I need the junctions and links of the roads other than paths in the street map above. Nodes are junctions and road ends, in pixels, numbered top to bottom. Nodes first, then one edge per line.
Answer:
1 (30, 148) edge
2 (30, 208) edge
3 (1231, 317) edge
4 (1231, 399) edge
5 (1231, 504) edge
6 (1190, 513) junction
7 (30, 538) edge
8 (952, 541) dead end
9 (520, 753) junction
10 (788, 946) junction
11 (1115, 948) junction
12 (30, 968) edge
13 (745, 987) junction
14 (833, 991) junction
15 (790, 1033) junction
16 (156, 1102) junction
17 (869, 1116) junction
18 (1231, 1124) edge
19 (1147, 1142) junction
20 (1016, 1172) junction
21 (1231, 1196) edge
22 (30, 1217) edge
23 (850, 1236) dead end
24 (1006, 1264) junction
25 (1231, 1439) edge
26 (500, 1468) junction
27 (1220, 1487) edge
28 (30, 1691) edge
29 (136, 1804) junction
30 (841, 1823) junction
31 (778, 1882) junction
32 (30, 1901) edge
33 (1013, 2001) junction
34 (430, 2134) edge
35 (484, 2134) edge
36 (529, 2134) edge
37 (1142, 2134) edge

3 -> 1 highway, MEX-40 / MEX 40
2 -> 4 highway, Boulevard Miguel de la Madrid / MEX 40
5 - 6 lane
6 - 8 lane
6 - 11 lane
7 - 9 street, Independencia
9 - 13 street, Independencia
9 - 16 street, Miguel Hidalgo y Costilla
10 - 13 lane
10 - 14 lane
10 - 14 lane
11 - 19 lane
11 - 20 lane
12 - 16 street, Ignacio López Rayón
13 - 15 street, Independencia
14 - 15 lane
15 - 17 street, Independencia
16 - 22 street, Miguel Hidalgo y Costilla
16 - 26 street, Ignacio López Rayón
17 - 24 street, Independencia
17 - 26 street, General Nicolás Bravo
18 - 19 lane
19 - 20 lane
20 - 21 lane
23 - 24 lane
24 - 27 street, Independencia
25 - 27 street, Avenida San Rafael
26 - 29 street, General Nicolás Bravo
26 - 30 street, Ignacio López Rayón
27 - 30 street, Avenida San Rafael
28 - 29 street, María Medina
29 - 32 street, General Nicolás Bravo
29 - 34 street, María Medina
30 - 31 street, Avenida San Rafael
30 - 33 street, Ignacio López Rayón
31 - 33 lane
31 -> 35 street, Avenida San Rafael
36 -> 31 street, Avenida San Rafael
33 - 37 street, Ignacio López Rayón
------
All the records above need to be transcribed exactly and in full.

EXERCISE RESULT:
I need the junctions and links of the roads other than paths in the street map above. Nodes are junctions and road ends, in pixels, numbered top to bottom. Nodes first, then one edge per line.
Answer:
1 (30, 148) edge
2 (30, 208) edge
3 (1231, 317) edge
4 (1231, 399) edge
5 (1231, 504) edge
6 (1190, 513) junction
7 (30, 538) edge
8 (952, 541) dead end
9 (520, 753) junction
10 (788, 946) junction
11 (1115, 948) junction
12 (30, 968) edge
13 (745, 987) junction
14 (833, 991) junction
15 (790, 1033) junction
16 (156, 1102) junction
17 (869, 1116) junction
18 (1231, 1124) edge
19 (1147, 1142) junction
20 (1016, 1172) junction
21 (1231, 1196) edge
22 (30, 1217) edge
23 (850, 1236) dead end
24 (1006, 1264) junction
25 (1231, 1439) edge
26 (500, 1468) junction
27 (1220, 1487) edge
28 (30, 1691) edge
29 (136, 1804) junction
30 (841, 1823) junction
31 (778, 1882) junction
32 (30, 1901) edge
33 (1013, 2001) junction
34 (430, 2134) edge
35 (484, 2134) edge
36 (529, 2134) edge
37 (1142, 2134) edge

3 -> 1 highway, MEX-40 / MEX 40
2 -> 4 highway, Boulevard Miguel de la Madrid / MEX 40
5 - 6 lane
6 - 8 lane
6 - 11 lane
7 - 9 street, Independencia
9 - 13 street, Independencia
9 - 16 street, Miguel Hidalgo y Costilla
10 - 13 lane
10 - 14 lane
10 - 14 lane
11 - 19 lane
11 - 20 lane
12 - 16 street, Ignacio López Rayón
13 - 15 street, Independencia
14 - 15 lane
15 - 17 street, Independencia
16 - 22 street, Miguel Hidalgo y Costilla
16 - 26 street, Ignacio López Rayón
17 - 24 street, Independencia
17 - 26 street, General Nicolás Bravo
18 - 19 lane
19 - 20 lane
20 - 21 lane
23 - 24 lane
24 - 27 street, Independencia
25 - 27 street, Avenida San Rafael
26 - 29 street, General Nicolás Bravo
26 - 30 street, Ignacio López Rayón
27 - 30 street, Avenida San Rafael
28 - 29 street, María Medina
29 - 32 street, General Nicolás Bravo
29 - 34 street, María Medina
30 - 31 street, Avenida San Rafael
30 - 33 street, Ignacio López Rayón
31 - 33 lane
31 -> 35 street, Avenida San Rafael
36 -> 31 street, Avenida San Rafael
33 - 37 street, Ignacio López Rayón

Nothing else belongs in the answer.